Task goal | What you return must match the records below exactly, apart from the omitted pictures.

= = =

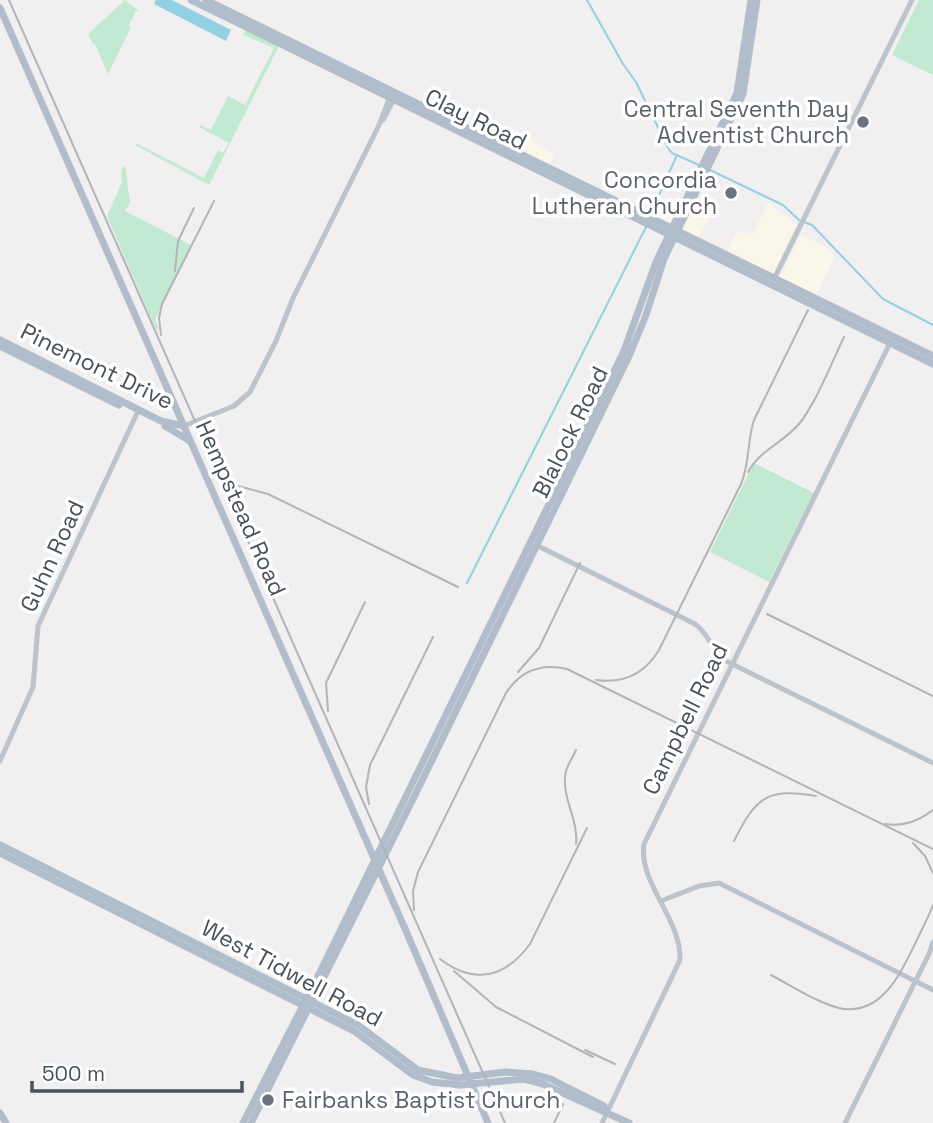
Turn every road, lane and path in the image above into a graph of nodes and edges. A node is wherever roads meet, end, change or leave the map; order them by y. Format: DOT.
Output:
graph roads {
  1 [pos="191,0"];
  2 [pos="206,0"];
  3 [pos="751,0"];
  4 [pos="757,0"];
  5 [pos="912,0"];
  6 [pos="0,8"];
  7 [pos="244,22"];
  8 [pos="393,96"];
  9 [pos="735,107"];
  10 [pos="673,233"];
  11 [pos="656,262"];
  12 [pos="659,274"];
  13 [pos="650,277"];
  14 [pos="773,282"];
  15 [pos="652,294"];
  16 [pos="643,314"];
  17 [pos="0,340"];
  18 [pos="891,340"];
  19 [pos="0,346"];
  20 [pos="933,356"];
  21 [pos="933,364"];
  22 [pos="138,411"];
  23 [pos="178,413"];
  24 [pos="166,425"];
  25 [pos="184,426"];
  26 [pos="190,441"];
  27 [pos="533,543"];
  28 [pos="732,664"];
  29 [pos="0,761"];
  30 [pos="933,763"];
  31 [pos="400,818"];
  32 [pos="368,844"];
  33 [pos="0,845"];
  34 [pos="381,847"];
  35 [pos="0,853"];
  36 [pos="374,860"];
  37 [pos="378,868"];
  38 [pos="371,882"];
  39 [pos="385,884"];
  40 [pos="73,886"];
  41 [pos="661,901"];
  42 [pos="933,942"];
  43 [pos="320,972"];
  44 [pos="916,981"];
  45 [pos="322,983"];
  46 [pos="933,990"];
  47 [pos="308,1004"];
  48 [pos="471,1081"];
  49 [pos="607,1112"];
  50 [pos="0,1114"];
  51 [pos="6,1123"];
  52 [pos="243,1123"];
  53 [pos="251,1123"];
  54 [pos="491,1123"];
  55 [pos="602,1123"];
  56 [pos="629,1123"];
  57 [pos="845,1123"];
  1 -- 7 [label="main road, Clay Road"];
  2 -- 7 [label="main road, Clay Road"];
  3 -- 9 [label="main road, Blalock Road"];
  4 -- 9 [label="main road, Blalock Road"];
  5 -- 14 [label="street"];
  6 -- 23 [label="main road, Hempstead Road"];
  7 -- 8 [label="main road, Clay Road"];
  8 -- 10 [label="main road, Clay Road"];
  8 -- 25 [label="street"];
  9 -- 10 [label="main road, Blalock Road"];
  10 -- 11 [label="main road, Blalock Road"];
  10 -- 12 [label="main road, Blalock Road"];
  10 -- 14 [label="main road, Clay Road"];
  11 -- 12 [label="main road"];
  11 -- 13 [label="main road, Blalock Road"];
  12 -- 15 [label="main road, Blalock Road"];
  13 -- 15 [label="main road"];
  13 -- 16 [label="main road, Blalock Road"];
  14 -- 18 [label="main road, Clay Road"];
  15 -- 16 [label="main road, Blalock Road"];
  16 -- 27 [label="main road, Blalock Road"];
  17 -- 22 [label="main road, Pinemont Drive"];
  18 -- 20 [label="main road, Clay Road"];
  18 -- 21 [label="main road, Clay Road"];
  18 -- 28 [label="street, Campbell Road"];
  19 -- 22 [label="main road, Pinemont Drive"];
  22 -- 24 [label="main road, Pinemont Drive"];
  22 -- 29 [label="street, Guhn Road"];
  23 -- 24 [label="main road"];
  23 -- 25 [label="main road, Hempstead Road"];
  24 -- 25 [label="main road, Pinemont Drive"];
  24 -- 26 [label="main road"];
  25 -- 26 [label="main road, Hempstead Road"];
  26 -- 32 [label="main road, Hempstead Road"];
  27 -- 28 [label="street"];
  27 -- 31 [label="main road, Blalock Road"];
  28 -- 30 [label="street"];
  28 -- 41 [label="street, Campbell Road"];
  31 -- 34 [label="main road, Blalock Road"];
  31 -- 37 [label="main road, Blalock Road"];
  32 -- 34 [label="main road"];
  32 -- 36 [label="main road, Hempstead Road"];
  33 -- 40 [label="main road, West Tidwell Road"];
  34 -- 36 [label="main road, Blalock Road"];
  35 -- 40 [label="main road, West Tidwell Road"];
  36 -- 37 [label="main road, Hempstead Road"];
  36 -- 43 [label="main road, Blalock Road"];
  37 -- 38 [label="main road, Blalock Road"];
  37 -- 39 [label="main road, Hempstead Road"];
  38 -- 39 [label="main road"];
  38 -- 45 [label="main road, Blalock Road"];
  39 -- 48 [label="main road, Hempstead Road"];
  40 -- 47 [label="main road, West Tidwell Road"];
  41 -- 44 [label="street"];
  41 -- 49 [label="street, Campbell Road"];
  42 -- 44 [label="street"];
  43 -- 45 [label="main road"];
  43 -- 47 [label="main road, Blalock Road"];
  44 -- 46 [label="street"];
  44 -- 57 [label="street"];
  45 -- 47 [label="main road, Blalock Road"];
  47 -- 48 [label="main road, West Tidwell Road"];
  47 -- 52 [label="main road"];
  47 -- 53 [label="main road"];
  48 -- 49 [label="main road, West Tidwell Road"];
  48 -- 54 [label="main road, Hempstead Road"];
  49 -- 55 [label="street, Campbell Road"];
  49 -- 56 [label="main road, West Tidwell Road"];
  50 -- 51 [label="main road"];
}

= = =

Result of this task |
Turn every road, lane and path in the image above into a graph of nodes and edges. A node is wherever roads meet, end, change or leave the map; order them by y. Format: DOT.
Output:
graph roads {
  1 [pos="191,0"];
  2 [pos="206,0"];
  3 [pos="751,0"];
  4 [pos="757,0"];
  5 [pos="912,0"];
  6 [pos="0,8"];
  7 [pos="244,22"];
  8 [pos="393,96"];
  9 [pos="735,107"];
  10 [pos="673,233"];
  11 [pos="656,262"];
  12 [pos="659,274"];
  13 [pos="650,277"];
  14 [pos="773,282"];
  15 [pos="652,294"];
  16 [pos="643,314"];
  17 [pos="0,340"];
  18 [pos="891,340"];
  19 [pos="0,346"];
  20 [pos="933,356"];
  21 [pos="933,364"];
  22 [pos="138,411"];
  23 [pos="178,413"];
  24 [pos="166,425"];
  25 [pos="184,426"];
  26 [pos="190,441"];
  27 [pos="533,543"];
  28 [pos="732,664"];
  29 [pos="0,761"];
  30 [pos="933,763"];
  31 [pos="400,818"];
  32 [pos="368,844"];
  33 [pos="0,845"];
  34 [pos="381,847"];
  35 [pos="0,853"];
  36 [pos="374,860"];
  37 [pos="378,868"];
  38 [pos="371,882"];
  39 [pos="385,884"];
  40 [pos="73,886"];
  41 [pos="661,901"];
  42 [pos="933,942"];
  43 [pos="320,972"];
  44 [pos="916,981"];
  45 [pos="322,983"];
  46 [pos="933,990"];
  47 [pos="308,1004"];
  48 [pos="471,1081"];
  49 [pos="607,1112"];
  50 [pos="0,1114"];
  51 [pos="6,1123"];
  52 [pos="243,1123"];
  53 [pos="251,1123"];
  54 [pos="491,1123"];
  55 [pos="602,1123"];
  56 [pos="629,1123"];
  57 [pos="845,1123"];
  1 -- 7 [label="main road, Clay Road"];
  2 -- 7 [label="main road, Clay Road"];
  3 -- 9 [label="main road, Blalock Road"];
  4 -- 9 [label="main road, Blalock Road"];
  5 -- 14 [label="street"];
  6 -- 23 [label="main road, Hempstead Road"];
  7 -- 8 [label="main road, Clay Road"];
  8 -- 10 [label="main road, Clay Road"];
  8 -- 25 [label="street"];
  9 -- 10 [label="main road, Blalock Road"];
  10 -- 11 [label="main road, Blalock Road"];
  10 -- 12 [label="main road, Blalock Road"];
  10 -- 14 [label="main road, Clay Road"];
  11 -- 12 [label="main road"];
  11 -- 13 [label="main road, Blalock Road"];
  12 -- 15 [label="main road, Blalock Road"];
  13 -- 15 [label="main road"];
  13 -- 16 [label="main road, Blalock Road"];
  14 -- 18 [label="main road, Clay Road"];
  15 -- 16 [label="main road, Blalock Road"];
  16 -- 27 [label="main road, Blalock Road"];
  17 -- 22 [label="main road, Pinemont Drive"];
  18 -- 20 [label="main road, Clay Road"];
  18 -- 21 [label="main road, Clay Road"];
  18 -- 28 [label="street, Campbell Road"];
  19 -- 22 [label="main road, Pinemont Drive"];
  22 -- 24 [label="main road, Pinemont Drive"];
  22 -- 29 [label="street, Guhn Road"];
  23 -- 24 [label="main road"];
  23 -- 25 [label="main road, Hempstead Road"];
  24 -- 25 [label="main road, Pinemont Drive"];
  24 -- 26 [label="main road"];
  25 -- 26 [label="main road, Hempstead Road"];
  26 -- 32 [label="main road, Hempstead Road"];
  27 -- 28 [label="street"];
  27 -- 31 [label="main road, Blalock Road"];
  28 -- 30 [label="street"];
  28 -- 41 [label="street, Campbell Road"];
  31 -- 34 [label="main road, Blalock Road"];
  31 -- 37 [label="main road, Blalock Road"];
  32 -- 34 [label="main road"];
  32 -- 36 [label="main road, Hempstead Road"];
  33 -- 40 [label="main road, West Tidwell Road"];
  34 -- 36 [label="main road, Blalock Road"];
  35 -- 40 [label="main road, West Tidwell Road"];
  36 -- 37 [label="main road, Hempstead Road"];
  36 -- 43 [label="main road, Blalock Road"];
  37 -- 38 [label="main road, Blalock Road"];
  37 -- 39 [label="main road, Hempstead Road"];
  38 -- 39 [label="main road"];
  38 -- 45 [label="main road, Blalock Road"];
  39 -- 48 [label="main road, Hempstead Road"];
  40 -- 47 [label="main road, West Tidwell Road"];
  41 -- 44 [label="street"];
  41 -- 49 [label="street, Campbell Road"];
  42 -- 44 [label="street"];
  43 -- 45 [label="main road"];
  43 -- 47 [label="main road, Blalock Road"];
  44 -- 46 [label="street"];
  44 -- 57 [label="street"];
  45 -- 47 [label="main road, Blalock Road"];
  47 -- 48 [label="main road, West Tidwell Road"];
  47 -- 52 [label="main road"];
  47 -- 53 [label="main road"];
  48 -- 49 [label="main road, West Tidwell Road"];
  48 -- 54 [label="main road, Hempstead Road"];
  49 -- 55 [label="street, Campbell Road"];
  49 -- 56 [label="main road, West Tidwell Road"];
  50 -- 51 [label="main road"];
}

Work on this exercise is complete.